- Material for this exercise -
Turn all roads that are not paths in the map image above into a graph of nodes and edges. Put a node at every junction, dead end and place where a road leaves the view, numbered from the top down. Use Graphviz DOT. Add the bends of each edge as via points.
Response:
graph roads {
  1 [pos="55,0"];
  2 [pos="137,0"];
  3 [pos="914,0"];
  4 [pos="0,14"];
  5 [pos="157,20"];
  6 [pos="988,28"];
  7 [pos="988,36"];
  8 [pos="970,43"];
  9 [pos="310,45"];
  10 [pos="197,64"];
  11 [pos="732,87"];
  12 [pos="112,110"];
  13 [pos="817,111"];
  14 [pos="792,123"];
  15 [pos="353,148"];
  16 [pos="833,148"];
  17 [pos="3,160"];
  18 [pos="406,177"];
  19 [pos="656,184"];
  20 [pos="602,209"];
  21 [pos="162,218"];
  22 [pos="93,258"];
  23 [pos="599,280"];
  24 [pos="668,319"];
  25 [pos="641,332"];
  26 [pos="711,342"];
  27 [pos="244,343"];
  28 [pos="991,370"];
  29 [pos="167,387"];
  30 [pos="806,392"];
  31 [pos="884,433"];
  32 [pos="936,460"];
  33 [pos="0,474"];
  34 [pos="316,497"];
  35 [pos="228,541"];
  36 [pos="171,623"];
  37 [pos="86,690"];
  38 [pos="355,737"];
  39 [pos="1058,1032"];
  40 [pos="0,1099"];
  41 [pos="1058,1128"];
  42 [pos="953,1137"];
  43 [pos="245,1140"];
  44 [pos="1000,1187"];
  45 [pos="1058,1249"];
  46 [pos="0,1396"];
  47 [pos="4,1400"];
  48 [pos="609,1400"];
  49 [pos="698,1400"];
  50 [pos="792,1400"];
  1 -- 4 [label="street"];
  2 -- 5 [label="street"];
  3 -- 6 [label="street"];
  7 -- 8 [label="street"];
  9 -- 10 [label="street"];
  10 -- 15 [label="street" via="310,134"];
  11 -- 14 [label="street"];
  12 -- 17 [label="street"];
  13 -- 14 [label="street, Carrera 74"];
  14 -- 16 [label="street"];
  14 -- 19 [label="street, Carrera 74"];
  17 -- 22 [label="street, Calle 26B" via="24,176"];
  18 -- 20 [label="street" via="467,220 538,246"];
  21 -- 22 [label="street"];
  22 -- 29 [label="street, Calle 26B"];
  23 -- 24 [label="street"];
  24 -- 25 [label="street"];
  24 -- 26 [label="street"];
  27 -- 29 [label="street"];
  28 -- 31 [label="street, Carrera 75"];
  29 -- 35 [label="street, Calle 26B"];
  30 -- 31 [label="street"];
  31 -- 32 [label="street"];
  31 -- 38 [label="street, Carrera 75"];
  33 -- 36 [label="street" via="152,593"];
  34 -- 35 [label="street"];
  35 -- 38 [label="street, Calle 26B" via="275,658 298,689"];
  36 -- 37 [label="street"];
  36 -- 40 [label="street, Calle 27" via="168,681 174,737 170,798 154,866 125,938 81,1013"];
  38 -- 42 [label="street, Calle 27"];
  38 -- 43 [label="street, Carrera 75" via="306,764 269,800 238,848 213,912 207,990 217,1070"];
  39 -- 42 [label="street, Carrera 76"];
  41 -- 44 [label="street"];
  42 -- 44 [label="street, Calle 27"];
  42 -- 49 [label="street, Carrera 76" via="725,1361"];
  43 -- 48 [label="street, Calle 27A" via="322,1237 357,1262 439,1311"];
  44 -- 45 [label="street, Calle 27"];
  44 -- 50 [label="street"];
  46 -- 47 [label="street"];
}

- Exercise objective -
A single number is the whole answer here: the number of lines in the data containing "Carrera".

- Finished exercise -
7